A Very Complex Thing: The Battleground between James Baldwin and Norman Mailer

Non-fiction Words by Matthew Clair

The two of them met in a living room in Paris in 1956.  

James Baldwin was 32. Norman Mailer, a year older. And yet, in the few weeks they spent roaming the streets of Paris, the younger Baldwin would describe Norman as a “gladiator,” someone whom he envied because of “his youth, and his love.”

Immediately, there was an infatuation. Or at least, an affinity.  Whatever it was, it was mutual. Mailer and his then-wife Adele admired Baldwin, and Baldwin admired them. Of their time in Paris, Mailer would later reflect: “I don't think there was anyone in the literary world who was more beloved than Jimmy."

They were writers in Paris. Drinking and fighting and pontificating through the city. It was romantic, but short-lived. Within weeks, Mailer and his wife would return to the U.S. And shortly after, Baldwin would leave for Corsica. For a year, they exchanged letters, vaguely.

And then Mailer published “The White Negro” in 1957.

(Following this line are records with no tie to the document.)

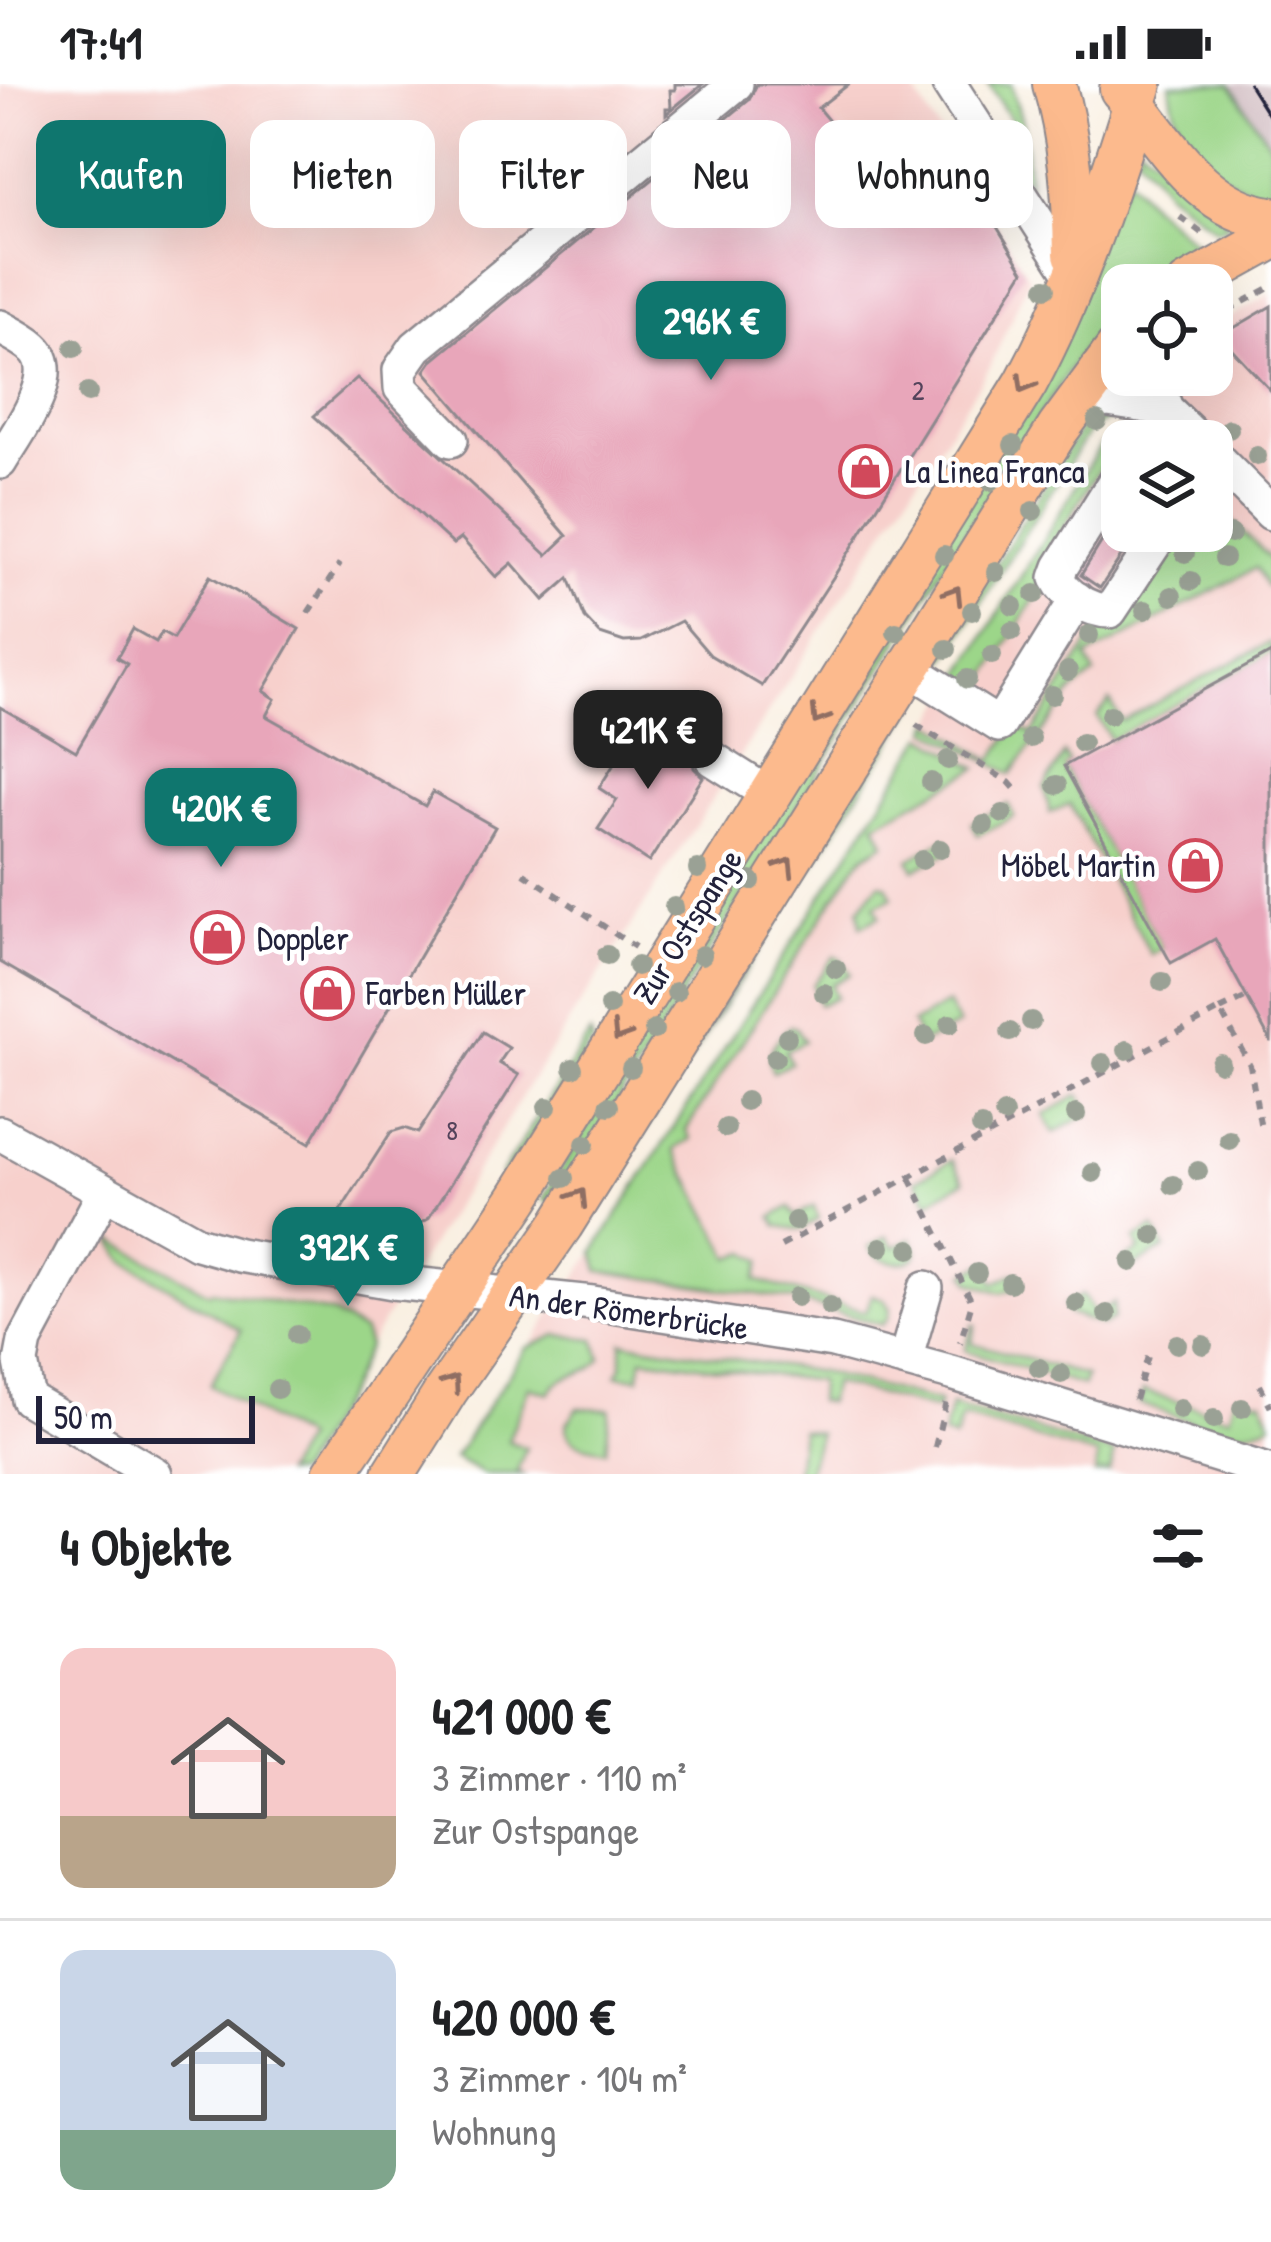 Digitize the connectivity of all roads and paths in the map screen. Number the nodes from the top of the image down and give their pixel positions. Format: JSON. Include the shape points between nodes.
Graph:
{"nodes":[{"id":1,"x":736,"y":84,"type":"edge"},
{"id":2,"x":949,"y":84,"type":"edge"},
{"id":3,"x":1054,"y":84,"type":"edge"},
{"id":4,"x":1130,"y":91,"type":"edge"},
{"id":5,"x":1271,"y":218,"type":"edge"},
{"id":6,"x":1271,"y":239,"type":"edge"},
{"id":7,"x":1226,"y":264,"type":"edge"},
{"id":8,"x":1075,"y":279,"type":"junction"},
{"id":9,"x":1271,"y":287,"type":"edge"},
{"id":10,"x":1233,"y":308,"type":"edge"},
{"id":11,"x":0,"y":326,"type":"edge"},
{"id":12,"x":1101,"y":369,"type":"edge"},
{"id":13,"x":1161,"y":396,"type":"edge"},
{"id":14,"x":1074,"y":404,"type":"junction"},
{"id":15,"x":1166,"y":409,"type":"junction"},
{"id":16,"x":1177,"y":420,"type":"edge"},
{"id":17,"x":451,"y":440,"type":"dead end"},
{"id":18,"x":0,"y":462,"type":"edge"},
{"id":19,"x":1233,"y":475,"type":"edge"},
{"id":20,"x":1101,"y":503,"type":"edge"},
{"id":21,"x":1271,"y":513,"type":"edge"},
{"id":22,"x":1149,"y":552,"type":"edge"},
{"id":23,"x":340,"y":564,"type":"dead end"},
{"id":24,"x":1077,"y":599,"type":"junction"},
{"id":25,"x":308,"y":613,"type":"dead end"},
{"id":26,"x":908,"y":668,"type":"junction"},
{"id":27,"x":916,"y":725,"type":"dead end"},
{"id":28,"x":713,"y":759,"type":"dead end"},
{"id":29,"x":1017,"y":791,"type":"dead end"},
{"id":30,"x":770,"y":795,"type":"junction"},
{"id":31,"x":524,"y":873,"type":"dead end"},
{"id":32,"x":635,"y":947,"type":"dead end"},
{"id":33,"x":1247,"y":997,"type":"dead end"},
{"id":34,"x":1220,"y":1010,"type":"junction"},
{"id":35,"x":1261,"y":1129,"type":"dead end"},
{"id":36,"x":0,"y":1133,"type":"edge"},
{"id":37,"x":104,"y":1193,"type":"junction"},
{"id":38,"x":781,"y":1246,"type":"dead end"},
{"id":39,"x":926,"y":1288,"type":"dead end"},
{"id":40,"x":455,"y":1289,"type":"junction"},
{"id":41,"x":514,"y":1294,"type":"junction"},
{"id":42,"x":1149,"y":1353,"type":"dead end"},
{"id":43,"x":905,"y":1360,"type":"junction"},
{"id":44,"x":10,"y":1370,"type":"edge"},
{"id":45,"x":1260,"y":1385,"type":"dead end"},
{"id":46,"x":1139,"y":1389,"type":"dead end"},
{"id":47,"x":950,"y":1393,"type":"dead end"},
{"id":48,"x":1271,"y":1407,"type":"edge"},
{"id":49,"x":935,"y":1447,"type":"dead end"},
{"id":50,"x":1249,"y":1469,"type":"edge"},
{"id":51,"x":146,"y":1471,"type":"edge"},
{"id":52,"x":334,"y":1474,"type":"edge"},
{"id":53,"x":394,"y":1474,"type":"edge"}],
"edges":[{"from":1,"to":17,"type":"street","via":[[416,347],[400,370],[400,388]]},
{"from":2,"to":8,"type":"street"},
{"from":3,"to":8,"type":"main road","via":[[1074,213]]},
{"from":4,"to":5,"type":"main road","via":[[1201,185]]},
{"from":4,"to":8,"type":"main road","name":"Zur Ostspange"},
{"from":6,"to":7,"type":"main road"},
{"from":8,"to":30,"type":"main road","name":"Zur Ostspange","one_way":true,"via":[[1026,383]]},
{"from":9,"to":10,"type":"path"},
{"from":11,"to":18,"type":"street","via":[[37,350],[44,367],[42,386]]},
{"from":12,"to":14,"type":"main road","name":"Zur Ostspange"},
{"from":13,"to":15,"type":"street"},
{"from":14,"to":15,"type":"street"},
{"from":26,"to":14,"type":"main road","name":"Zur Ostspange","one_way":true},
{"from":15,"to":16,"type":"street"},
{"from":19,"to":21,"type":"street"},
{"from":20,"to":24,"type":"street","via":[[1057,578]]},
{"from":22,"to":24,"type":"street","via":[[1109,610]]},
{"from":23,"to":25,"type":"path"},
{"from":24,"to":26,"type":"street","via":[[999,725]]},
{"from":41,"to":26,"type":"main road","name":"Zur Ostspange","one_way":true},
{"from":27,"to":29,"type":"path"},
{"from":28,"to":30,"type":"street"},
{"from":30,"to":40,"type":"main road","name":"Zur Ostspange","one_way":true},
{"from":31,"to":32,"type":"path"},
{"from":33,"to":34,"type":"path"},
{"from":34,"to":35,"type":"path","via":[[1250,1065]]},
{"from":34,"to":38,"type":"path"},
{"from":36,"to":37,"type":"street","name":"An der Römerbrücke"},
{"from":37,"to":40,"type":"street","name":"An der Römerbrücke","via":[[239,1256]]},
{"from":37,"to":44,"type":"street"},
{"from":39,"to":43,"type":"street"},
{"from":40,"to":41,"type":"street","name":"An der Römerbrücke"},
{"from":40,"to":52,"type":"main road","name":"Zur Ostspange"},
{"from":41,"to":43,"type":"street","name":"An der Römerbrücke","via":[[760,1328]]},
{"from":53,"to":41,"type":"main road","name":"Zur Ostspange","one_way":true},
{"from":42,"to":46,"type":"path"},
{"from":43,"to":50,"type":"street","name":"An der Römerbrücke"},
{"from":44,"to":51,"type":"street","via":[[28,1400]]},
{"from":45,"to":48,"type":"path"},
{"from":47,"to":49,"type":"path"}]}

In these pages, Mailer attempted to define a subculture of American existentialists, whom he termed “hipsters.” He equated the psychopathic hipster with the everyday Negro, for both, he insisted, existed in a world of danger and violence and war. And in this world of chaos, only deviance makes sense. Mailer writes:

Knowing in the cells of his existence that life was war, nothing but war, the Negro (all exceptions admitted) could rarely afford the sophisticated inhibitions of civilization, and so he kept for his survival the art of the primitive, he lived in the enormous present, he subsisted for his Saturday night kicks, relinquishing the pleasures of the mind for the more obligatory pleasures of the body, and in his music he gave voice to the character and quality of his existence, to his rage and the infinite variations of joy, lust, languor, growl, cramp, pinch, scream and despair of his orgasm. For jazz is orgasm, it is the music of orgasm, good orgasm and bad, and so it spoke across a nation, it had the communication of art even where it was watered, perverted, corrupted, and almost killed, it spoke in no matter what laundered popular way of instantaneous existential states to which some whites could respond, it was indeed a communication by art because it said, “I feel this, and now you do too.”

Jazz is orgasm, Mailer informs us.

To say that Mailer was intrigued by black sexuality would be to say the sky is blue. Before publishing “The White Negro,” Mailer was tossing around his thoughts on the matter in correspondence with friends. In one piece that he sent around for criticism, he expressed his belief that white men’s fear of black men’s sexual “superiority” could explain a good deal of white racial hatred.

Superiority. Mailer, and Baldwin to an extent, both felt superior in many ways (in comparison to much of the world, but not necessarily in comparison to one another – at least not in the beginning of their relationship). They were talented writers who lusted after fame. Perhaps this is where things fell apart.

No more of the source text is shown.